Context: I like to approach various ML phenomena from the perspective of spatial transformations. Compared to the classic engineering approach, this approach provides such a sudden "bird's eye view" of what's happening in models that, after developing it, I felt like I had a double-descent by myself. Inspired by this realization, I decided to write this post for those familiar with the basics but not deeply familiar with ML spaces in general.
Most key phenomena in ML can be understood as properties and dynamics of representations in spaces, rather than as algorithmic or statistical artifacts.

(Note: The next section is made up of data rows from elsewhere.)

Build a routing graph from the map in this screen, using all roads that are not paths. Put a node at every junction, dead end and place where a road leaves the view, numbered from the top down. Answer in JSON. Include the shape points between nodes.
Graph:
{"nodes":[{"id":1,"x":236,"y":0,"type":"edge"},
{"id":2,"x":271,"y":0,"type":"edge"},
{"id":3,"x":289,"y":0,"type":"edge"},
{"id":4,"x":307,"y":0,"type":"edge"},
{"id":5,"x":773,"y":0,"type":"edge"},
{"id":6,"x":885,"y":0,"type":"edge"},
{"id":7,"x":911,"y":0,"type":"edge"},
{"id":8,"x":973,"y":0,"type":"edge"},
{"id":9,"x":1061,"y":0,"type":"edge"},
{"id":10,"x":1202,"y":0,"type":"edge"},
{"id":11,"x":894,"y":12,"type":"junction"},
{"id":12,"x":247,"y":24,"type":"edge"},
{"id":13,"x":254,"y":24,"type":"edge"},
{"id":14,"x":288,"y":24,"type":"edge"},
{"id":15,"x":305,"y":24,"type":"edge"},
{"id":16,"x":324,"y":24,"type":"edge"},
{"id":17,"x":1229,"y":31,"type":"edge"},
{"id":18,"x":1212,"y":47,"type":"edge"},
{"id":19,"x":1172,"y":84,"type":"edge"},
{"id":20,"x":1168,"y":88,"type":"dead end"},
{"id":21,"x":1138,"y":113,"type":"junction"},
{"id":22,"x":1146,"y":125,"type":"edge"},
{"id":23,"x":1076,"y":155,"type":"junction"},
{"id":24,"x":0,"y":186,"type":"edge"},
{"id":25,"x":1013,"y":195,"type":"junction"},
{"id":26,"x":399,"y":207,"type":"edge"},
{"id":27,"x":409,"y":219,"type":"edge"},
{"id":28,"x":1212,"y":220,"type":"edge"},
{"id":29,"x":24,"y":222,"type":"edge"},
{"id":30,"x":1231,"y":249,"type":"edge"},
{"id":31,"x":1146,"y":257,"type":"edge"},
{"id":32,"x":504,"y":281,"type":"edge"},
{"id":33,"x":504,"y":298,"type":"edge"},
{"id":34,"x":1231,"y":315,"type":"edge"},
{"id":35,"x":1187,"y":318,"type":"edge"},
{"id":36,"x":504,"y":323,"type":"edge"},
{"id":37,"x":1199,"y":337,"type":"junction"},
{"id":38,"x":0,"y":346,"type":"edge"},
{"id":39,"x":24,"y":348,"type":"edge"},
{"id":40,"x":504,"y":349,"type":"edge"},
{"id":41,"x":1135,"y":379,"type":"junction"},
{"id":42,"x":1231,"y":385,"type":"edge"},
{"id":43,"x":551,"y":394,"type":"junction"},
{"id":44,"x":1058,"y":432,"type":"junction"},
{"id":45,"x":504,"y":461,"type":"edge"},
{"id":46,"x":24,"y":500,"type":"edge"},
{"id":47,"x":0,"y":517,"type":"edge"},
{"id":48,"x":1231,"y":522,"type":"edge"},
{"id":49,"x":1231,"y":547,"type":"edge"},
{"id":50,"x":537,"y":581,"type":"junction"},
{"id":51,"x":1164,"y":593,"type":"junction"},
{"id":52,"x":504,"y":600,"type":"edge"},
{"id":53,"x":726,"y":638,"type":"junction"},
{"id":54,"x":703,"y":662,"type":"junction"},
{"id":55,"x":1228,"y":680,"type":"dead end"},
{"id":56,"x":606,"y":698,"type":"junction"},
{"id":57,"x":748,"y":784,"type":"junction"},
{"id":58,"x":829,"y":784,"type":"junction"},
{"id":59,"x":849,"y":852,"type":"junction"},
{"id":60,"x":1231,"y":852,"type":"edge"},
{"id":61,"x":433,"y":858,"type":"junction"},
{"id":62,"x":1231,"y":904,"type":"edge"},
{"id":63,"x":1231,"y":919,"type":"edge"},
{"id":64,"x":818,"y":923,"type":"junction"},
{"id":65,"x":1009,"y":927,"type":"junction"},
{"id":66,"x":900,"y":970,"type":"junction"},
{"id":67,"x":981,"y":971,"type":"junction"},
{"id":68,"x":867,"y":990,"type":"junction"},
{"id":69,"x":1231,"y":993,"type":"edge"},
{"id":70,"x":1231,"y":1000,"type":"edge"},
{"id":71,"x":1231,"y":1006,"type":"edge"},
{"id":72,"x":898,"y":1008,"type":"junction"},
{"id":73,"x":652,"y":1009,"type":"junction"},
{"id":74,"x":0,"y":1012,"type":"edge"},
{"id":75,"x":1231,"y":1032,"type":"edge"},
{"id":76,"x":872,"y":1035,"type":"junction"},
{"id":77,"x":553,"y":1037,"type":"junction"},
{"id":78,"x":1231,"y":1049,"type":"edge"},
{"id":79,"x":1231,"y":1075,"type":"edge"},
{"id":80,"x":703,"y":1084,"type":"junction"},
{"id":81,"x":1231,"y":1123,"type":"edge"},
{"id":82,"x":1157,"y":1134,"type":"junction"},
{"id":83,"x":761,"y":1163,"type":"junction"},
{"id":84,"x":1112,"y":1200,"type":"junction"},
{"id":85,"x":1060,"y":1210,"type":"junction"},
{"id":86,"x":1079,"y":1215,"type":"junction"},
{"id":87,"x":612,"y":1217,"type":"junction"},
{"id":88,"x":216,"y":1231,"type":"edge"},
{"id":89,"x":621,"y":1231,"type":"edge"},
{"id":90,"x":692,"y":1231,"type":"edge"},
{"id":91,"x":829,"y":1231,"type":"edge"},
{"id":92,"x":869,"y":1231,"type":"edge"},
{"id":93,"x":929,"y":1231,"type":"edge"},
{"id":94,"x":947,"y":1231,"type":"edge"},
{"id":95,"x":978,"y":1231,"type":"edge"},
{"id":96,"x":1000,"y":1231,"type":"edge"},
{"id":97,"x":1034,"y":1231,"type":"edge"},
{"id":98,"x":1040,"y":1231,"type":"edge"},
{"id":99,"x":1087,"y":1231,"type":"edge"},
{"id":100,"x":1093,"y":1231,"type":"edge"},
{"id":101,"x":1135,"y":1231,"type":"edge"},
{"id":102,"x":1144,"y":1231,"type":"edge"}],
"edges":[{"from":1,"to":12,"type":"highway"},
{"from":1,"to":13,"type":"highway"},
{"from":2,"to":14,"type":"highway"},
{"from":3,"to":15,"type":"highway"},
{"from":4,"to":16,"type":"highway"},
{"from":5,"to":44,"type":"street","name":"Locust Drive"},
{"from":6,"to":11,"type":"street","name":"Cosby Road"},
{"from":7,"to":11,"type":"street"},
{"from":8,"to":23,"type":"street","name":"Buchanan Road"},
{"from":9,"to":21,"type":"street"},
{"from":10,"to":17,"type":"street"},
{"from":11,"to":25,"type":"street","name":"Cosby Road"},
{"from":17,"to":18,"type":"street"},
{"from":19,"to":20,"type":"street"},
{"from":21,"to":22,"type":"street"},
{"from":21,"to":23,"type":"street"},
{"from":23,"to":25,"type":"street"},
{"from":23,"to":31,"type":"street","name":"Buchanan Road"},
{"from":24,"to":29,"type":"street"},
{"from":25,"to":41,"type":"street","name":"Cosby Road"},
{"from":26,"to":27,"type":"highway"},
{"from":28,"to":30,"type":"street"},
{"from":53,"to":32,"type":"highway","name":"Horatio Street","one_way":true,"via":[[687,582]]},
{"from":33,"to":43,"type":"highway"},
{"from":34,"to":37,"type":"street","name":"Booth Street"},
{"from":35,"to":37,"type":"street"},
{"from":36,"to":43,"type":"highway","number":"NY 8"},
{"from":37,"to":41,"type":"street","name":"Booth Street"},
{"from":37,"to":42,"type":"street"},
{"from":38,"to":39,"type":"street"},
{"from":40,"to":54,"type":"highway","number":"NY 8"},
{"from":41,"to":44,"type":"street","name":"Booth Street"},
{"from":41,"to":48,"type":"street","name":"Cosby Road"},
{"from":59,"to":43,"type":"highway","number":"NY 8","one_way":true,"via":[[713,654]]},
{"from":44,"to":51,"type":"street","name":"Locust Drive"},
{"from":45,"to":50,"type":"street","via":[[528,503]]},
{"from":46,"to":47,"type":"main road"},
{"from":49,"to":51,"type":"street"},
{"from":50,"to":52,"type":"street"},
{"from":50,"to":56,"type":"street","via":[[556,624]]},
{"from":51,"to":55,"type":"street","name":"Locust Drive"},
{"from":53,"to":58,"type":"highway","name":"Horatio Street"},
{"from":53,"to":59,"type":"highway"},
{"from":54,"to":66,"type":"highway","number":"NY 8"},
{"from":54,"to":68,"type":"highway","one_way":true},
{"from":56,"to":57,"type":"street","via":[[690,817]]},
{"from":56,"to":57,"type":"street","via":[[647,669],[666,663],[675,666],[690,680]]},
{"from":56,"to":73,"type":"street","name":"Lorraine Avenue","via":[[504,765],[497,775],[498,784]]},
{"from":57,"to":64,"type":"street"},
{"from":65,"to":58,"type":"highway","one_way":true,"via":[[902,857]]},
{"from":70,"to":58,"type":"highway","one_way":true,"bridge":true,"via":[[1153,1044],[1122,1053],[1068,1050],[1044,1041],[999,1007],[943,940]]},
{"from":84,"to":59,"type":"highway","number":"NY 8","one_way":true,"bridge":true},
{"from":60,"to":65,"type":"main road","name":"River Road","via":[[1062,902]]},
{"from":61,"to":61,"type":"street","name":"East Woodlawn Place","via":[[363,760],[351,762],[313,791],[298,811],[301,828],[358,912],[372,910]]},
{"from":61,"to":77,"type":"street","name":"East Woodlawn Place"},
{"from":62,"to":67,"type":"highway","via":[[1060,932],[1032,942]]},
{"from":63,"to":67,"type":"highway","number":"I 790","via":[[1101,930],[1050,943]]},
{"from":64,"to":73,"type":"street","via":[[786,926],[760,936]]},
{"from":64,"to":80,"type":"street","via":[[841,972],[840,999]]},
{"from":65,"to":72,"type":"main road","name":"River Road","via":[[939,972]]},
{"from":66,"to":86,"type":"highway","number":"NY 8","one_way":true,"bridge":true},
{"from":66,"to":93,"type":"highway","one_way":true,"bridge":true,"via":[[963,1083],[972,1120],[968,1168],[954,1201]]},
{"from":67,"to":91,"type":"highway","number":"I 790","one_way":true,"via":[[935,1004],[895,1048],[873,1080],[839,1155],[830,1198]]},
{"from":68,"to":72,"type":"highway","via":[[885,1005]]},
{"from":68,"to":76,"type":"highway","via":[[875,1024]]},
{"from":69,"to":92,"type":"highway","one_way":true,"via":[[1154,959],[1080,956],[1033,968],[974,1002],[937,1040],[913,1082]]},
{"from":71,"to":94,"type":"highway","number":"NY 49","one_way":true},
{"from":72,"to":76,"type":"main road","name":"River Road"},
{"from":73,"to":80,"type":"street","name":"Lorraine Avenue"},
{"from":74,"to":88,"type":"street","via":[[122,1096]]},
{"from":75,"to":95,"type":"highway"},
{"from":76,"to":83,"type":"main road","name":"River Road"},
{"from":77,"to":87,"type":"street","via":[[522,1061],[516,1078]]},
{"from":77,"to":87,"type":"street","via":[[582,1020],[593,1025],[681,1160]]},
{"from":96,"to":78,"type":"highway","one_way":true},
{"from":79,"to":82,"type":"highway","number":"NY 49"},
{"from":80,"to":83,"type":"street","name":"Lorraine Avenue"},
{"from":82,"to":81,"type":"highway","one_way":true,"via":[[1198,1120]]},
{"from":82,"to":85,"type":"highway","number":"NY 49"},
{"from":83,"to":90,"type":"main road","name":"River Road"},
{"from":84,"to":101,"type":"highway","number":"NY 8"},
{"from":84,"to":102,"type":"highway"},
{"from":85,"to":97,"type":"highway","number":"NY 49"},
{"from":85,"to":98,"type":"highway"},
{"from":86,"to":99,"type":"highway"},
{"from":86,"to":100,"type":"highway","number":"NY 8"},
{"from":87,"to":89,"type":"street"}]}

This perspective allows us to see common causes for seemingly unrelated effects. To get you started, I'll list some phenomena that "Space View" captures well:
First and foremost, it is an empirical understanding that literally every element you interact with during model training is a space of some sort. Training weights? Here is your weight space; go find the optimal configuration within it using backpropagation. Using data? Here you go: the data space, where the structure directly influences the descent. Not using data? No big deal, interacting with an environment counts too, while the feature space and the space of useful features imply specific computational costs and model characteristics required to capture them. You are optimizing a function located within a functional space (realizable), through which you can descend via boosting, and at the output, you get logits. Descending along these allows you to obtain radically different responses to safe/unsafe prompts with only small changes in the representation space.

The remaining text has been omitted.